Exercise details
Count the lines in the data below where the string "wrist" occurs, please, and give the number alone.

(Available data begins)

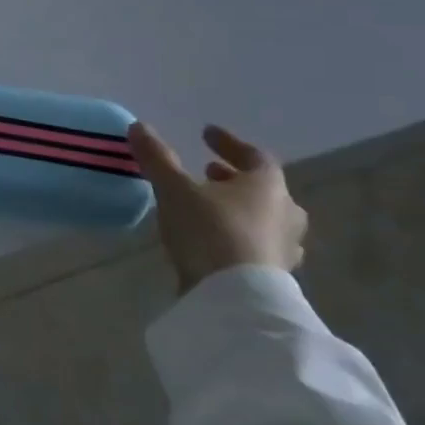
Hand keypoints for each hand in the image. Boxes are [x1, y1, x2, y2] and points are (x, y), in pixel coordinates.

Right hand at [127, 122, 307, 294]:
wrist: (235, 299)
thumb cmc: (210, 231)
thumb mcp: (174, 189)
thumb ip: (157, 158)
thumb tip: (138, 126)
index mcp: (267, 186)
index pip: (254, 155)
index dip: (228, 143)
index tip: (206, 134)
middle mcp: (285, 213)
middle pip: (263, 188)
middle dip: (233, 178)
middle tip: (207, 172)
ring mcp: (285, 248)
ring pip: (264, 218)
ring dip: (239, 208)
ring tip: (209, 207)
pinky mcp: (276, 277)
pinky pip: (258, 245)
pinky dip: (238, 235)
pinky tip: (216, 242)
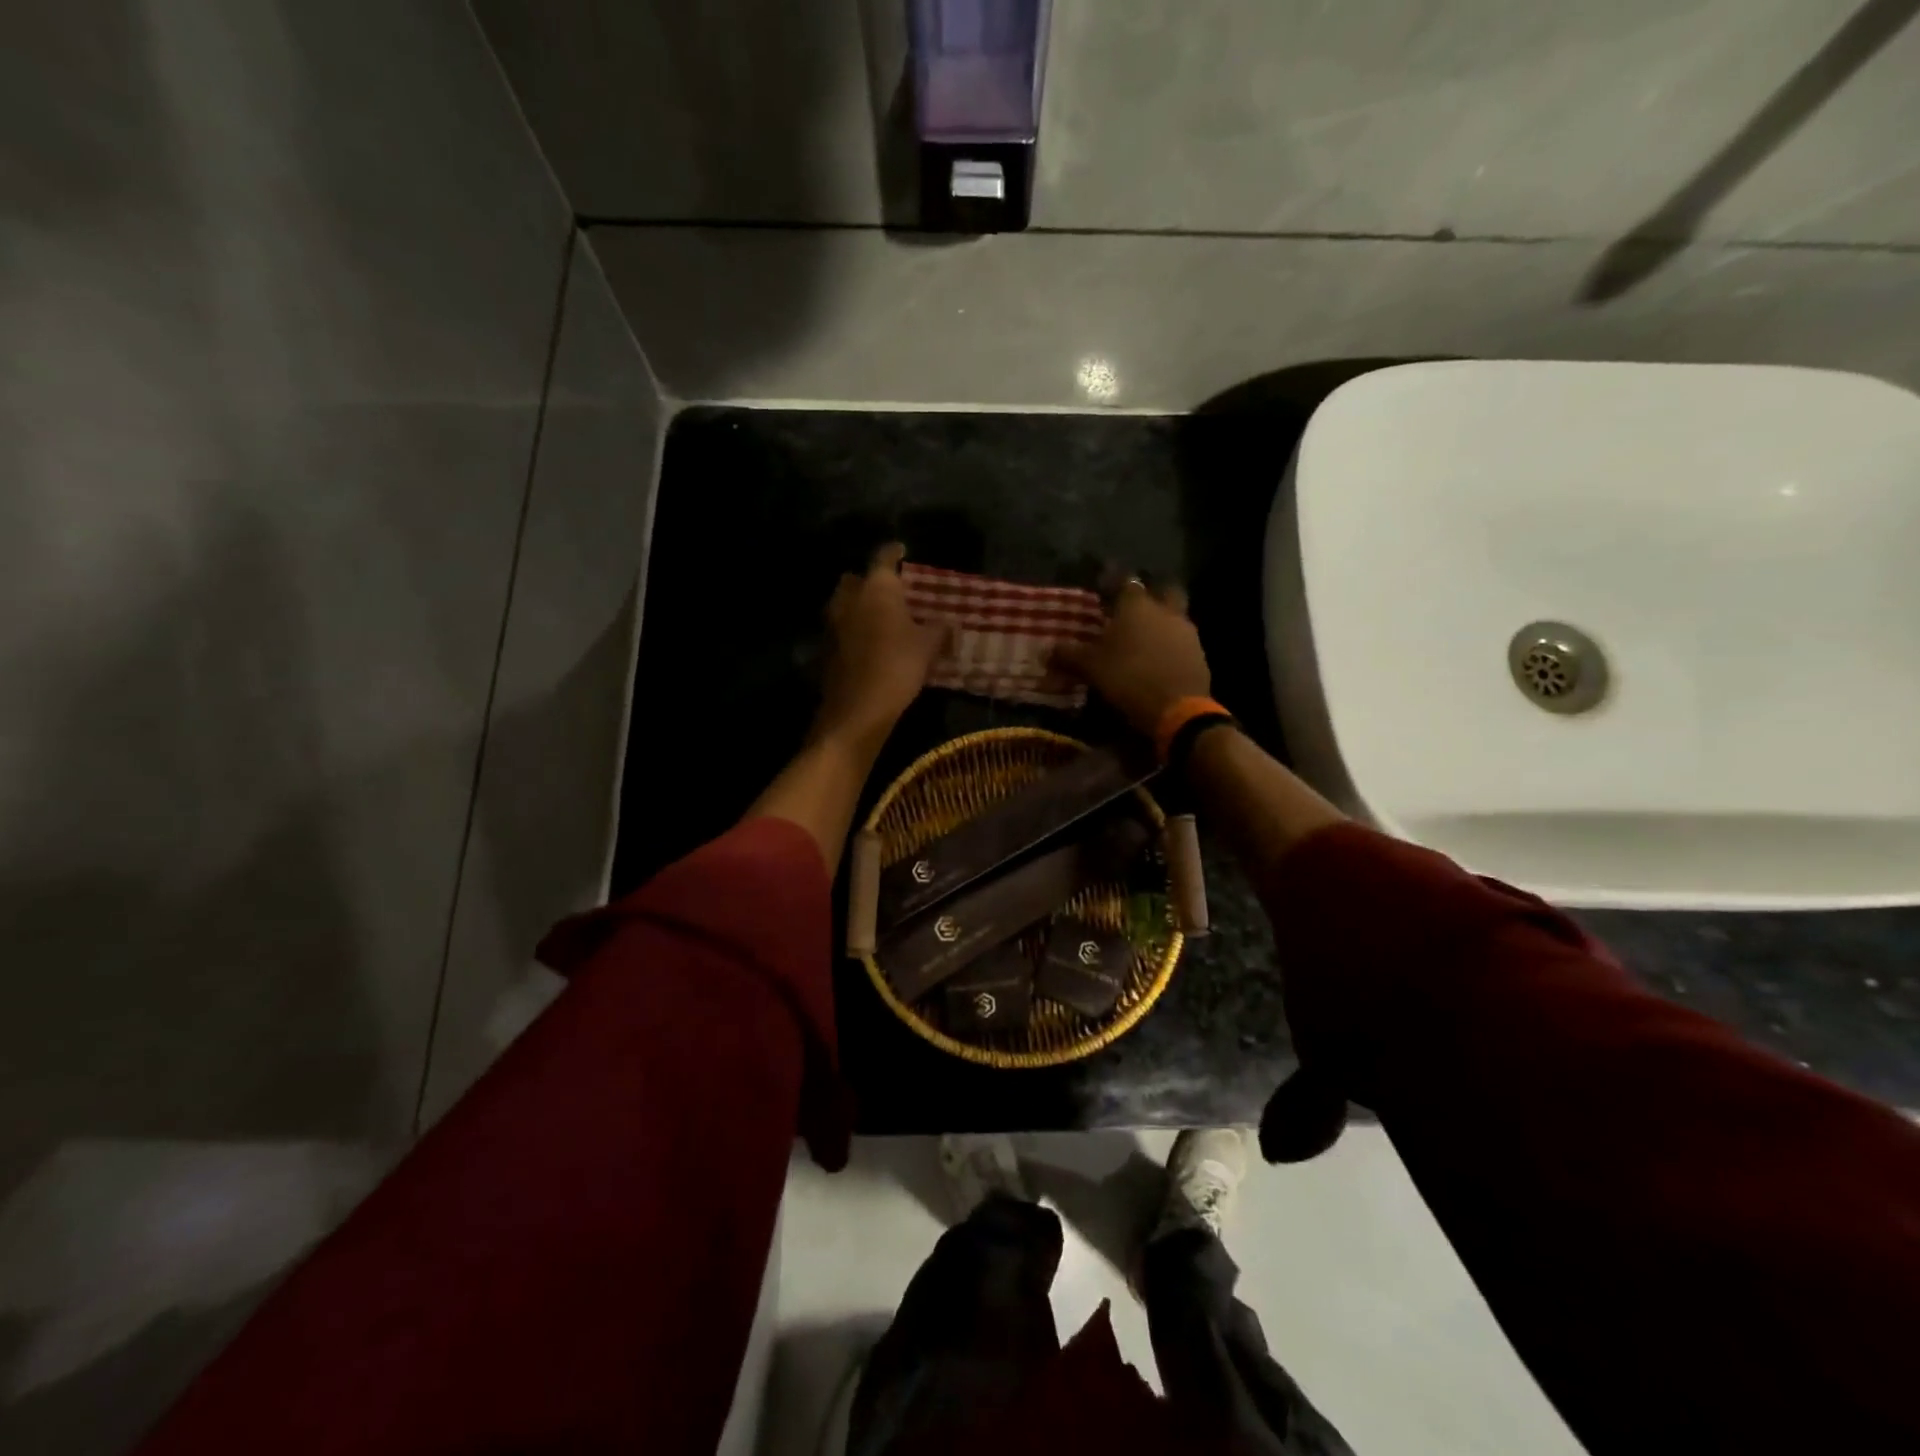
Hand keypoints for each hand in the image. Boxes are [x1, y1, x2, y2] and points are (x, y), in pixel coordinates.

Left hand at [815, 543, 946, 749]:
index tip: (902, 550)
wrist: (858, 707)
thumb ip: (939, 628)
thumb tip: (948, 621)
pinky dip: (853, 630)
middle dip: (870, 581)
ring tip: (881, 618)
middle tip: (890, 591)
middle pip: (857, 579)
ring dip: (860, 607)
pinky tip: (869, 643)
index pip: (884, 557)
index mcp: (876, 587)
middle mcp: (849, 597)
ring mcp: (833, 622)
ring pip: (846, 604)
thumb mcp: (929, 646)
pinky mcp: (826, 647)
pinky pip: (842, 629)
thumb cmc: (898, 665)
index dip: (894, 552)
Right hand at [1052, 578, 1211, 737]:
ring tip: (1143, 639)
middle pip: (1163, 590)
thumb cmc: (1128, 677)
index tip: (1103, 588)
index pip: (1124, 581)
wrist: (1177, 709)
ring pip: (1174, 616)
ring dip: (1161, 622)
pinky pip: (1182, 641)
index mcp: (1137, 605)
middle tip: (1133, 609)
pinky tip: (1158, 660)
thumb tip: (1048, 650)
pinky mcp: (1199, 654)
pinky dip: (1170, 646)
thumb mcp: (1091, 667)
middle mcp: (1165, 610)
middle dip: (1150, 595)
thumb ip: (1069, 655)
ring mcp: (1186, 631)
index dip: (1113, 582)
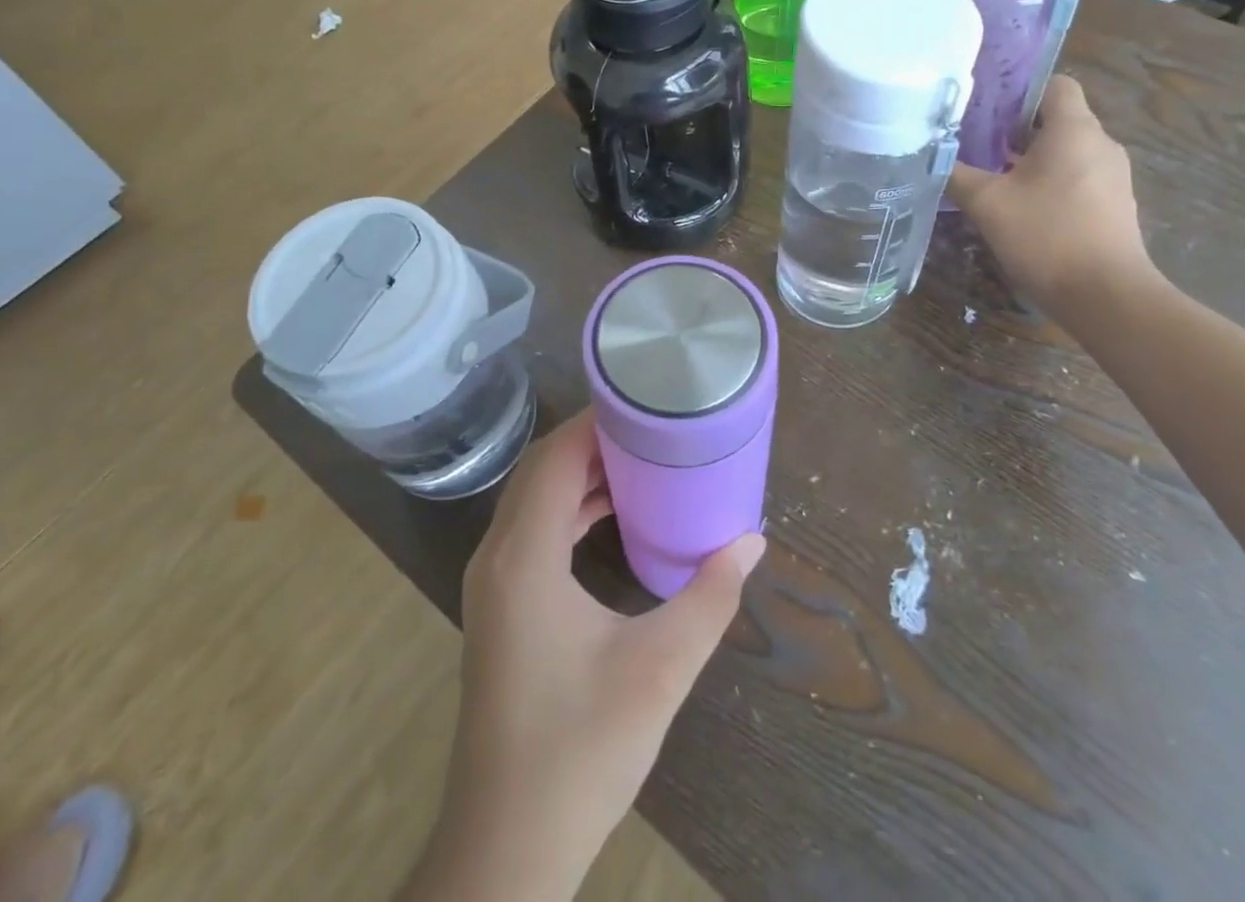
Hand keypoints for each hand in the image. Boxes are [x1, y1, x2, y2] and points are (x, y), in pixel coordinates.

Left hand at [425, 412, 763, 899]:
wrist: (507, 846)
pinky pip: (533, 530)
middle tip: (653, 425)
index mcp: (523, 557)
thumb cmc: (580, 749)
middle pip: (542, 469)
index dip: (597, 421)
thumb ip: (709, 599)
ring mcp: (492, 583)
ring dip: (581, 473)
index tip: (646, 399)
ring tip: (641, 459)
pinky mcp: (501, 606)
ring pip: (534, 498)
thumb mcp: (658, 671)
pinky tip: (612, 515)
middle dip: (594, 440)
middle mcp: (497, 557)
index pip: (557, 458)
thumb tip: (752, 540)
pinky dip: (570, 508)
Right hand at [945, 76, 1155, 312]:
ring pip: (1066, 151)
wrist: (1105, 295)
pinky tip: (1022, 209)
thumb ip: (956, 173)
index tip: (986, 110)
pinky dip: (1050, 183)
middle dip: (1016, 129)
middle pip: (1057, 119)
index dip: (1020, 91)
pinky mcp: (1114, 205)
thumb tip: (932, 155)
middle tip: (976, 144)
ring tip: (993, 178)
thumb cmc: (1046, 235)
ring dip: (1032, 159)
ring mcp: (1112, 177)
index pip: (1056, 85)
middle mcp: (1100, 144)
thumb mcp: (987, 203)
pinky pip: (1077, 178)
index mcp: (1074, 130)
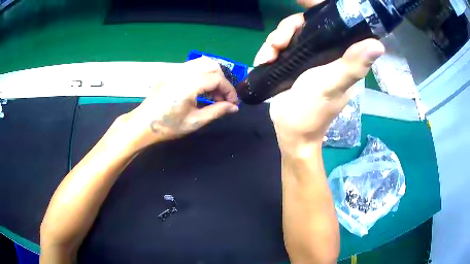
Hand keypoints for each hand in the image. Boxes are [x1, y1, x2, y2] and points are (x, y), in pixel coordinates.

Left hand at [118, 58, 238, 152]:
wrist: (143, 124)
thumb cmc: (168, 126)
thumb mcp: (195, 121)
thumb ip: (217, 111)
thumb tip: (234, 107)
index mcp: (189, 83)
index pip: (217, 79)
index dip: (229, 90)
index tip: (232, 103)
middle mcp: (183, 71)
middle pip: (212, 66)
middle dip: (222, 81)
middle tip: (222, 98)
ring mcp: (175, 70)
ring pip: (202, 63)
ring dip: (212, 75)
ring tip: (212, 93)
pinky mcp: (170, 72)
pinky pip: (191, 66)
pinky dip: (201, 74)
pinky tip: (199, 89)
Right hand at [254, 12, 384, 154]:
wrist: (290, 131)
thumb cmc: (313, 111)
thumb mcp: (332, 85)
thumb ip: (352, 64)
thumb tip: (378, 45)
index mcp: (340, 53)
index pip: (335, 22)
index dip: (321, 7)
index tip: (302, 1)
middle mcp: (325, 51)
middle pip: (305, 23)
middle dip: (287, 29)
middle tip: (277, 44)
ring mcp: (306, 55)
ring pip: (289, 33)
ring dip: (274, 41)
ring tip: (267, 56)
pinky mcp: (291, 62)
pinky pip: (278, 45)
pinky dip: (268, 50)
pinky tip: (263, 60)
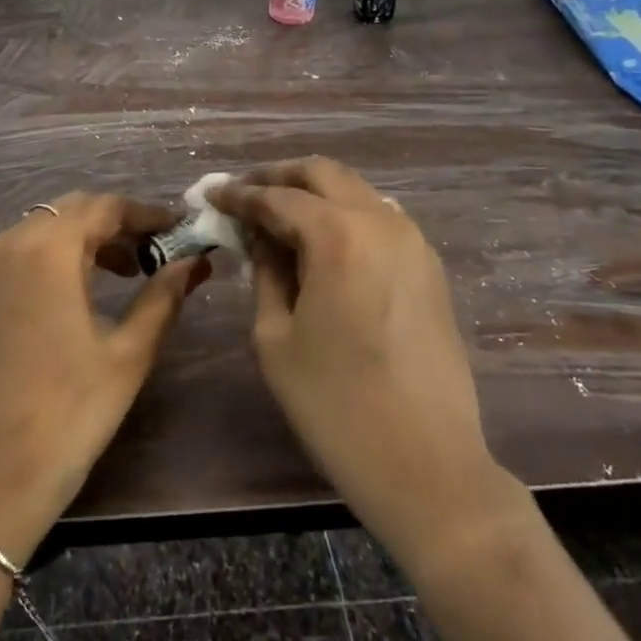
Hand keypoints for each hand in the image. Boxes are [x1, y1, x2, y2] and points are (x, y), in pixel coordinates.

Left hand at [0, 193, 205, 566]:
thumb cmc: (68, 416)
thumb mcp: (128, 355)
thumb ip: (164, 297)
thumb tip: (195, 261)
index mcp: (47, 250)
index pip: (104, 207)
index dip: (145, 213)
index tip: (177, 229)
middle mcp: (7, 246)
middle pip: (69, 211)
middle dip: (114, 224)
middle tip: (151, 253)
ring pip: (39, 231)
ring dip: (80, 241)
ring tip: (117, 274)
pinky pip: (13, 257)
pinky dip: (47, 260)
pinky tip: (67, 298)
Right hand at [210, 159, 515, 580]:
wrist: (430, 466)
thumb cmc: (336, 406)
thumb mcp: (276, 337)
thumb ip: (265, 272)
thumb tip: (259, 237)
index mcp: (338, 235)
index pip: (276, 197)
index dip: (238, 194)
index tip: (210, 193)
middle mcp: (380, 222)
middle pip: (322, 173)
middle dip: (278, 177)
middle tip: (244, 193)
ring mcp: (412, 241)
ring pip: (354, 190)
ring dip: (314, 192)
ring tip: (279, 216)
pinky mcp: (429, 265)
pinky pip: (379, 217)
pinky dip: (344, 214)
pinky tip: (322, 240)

(Available data ends)

Response
8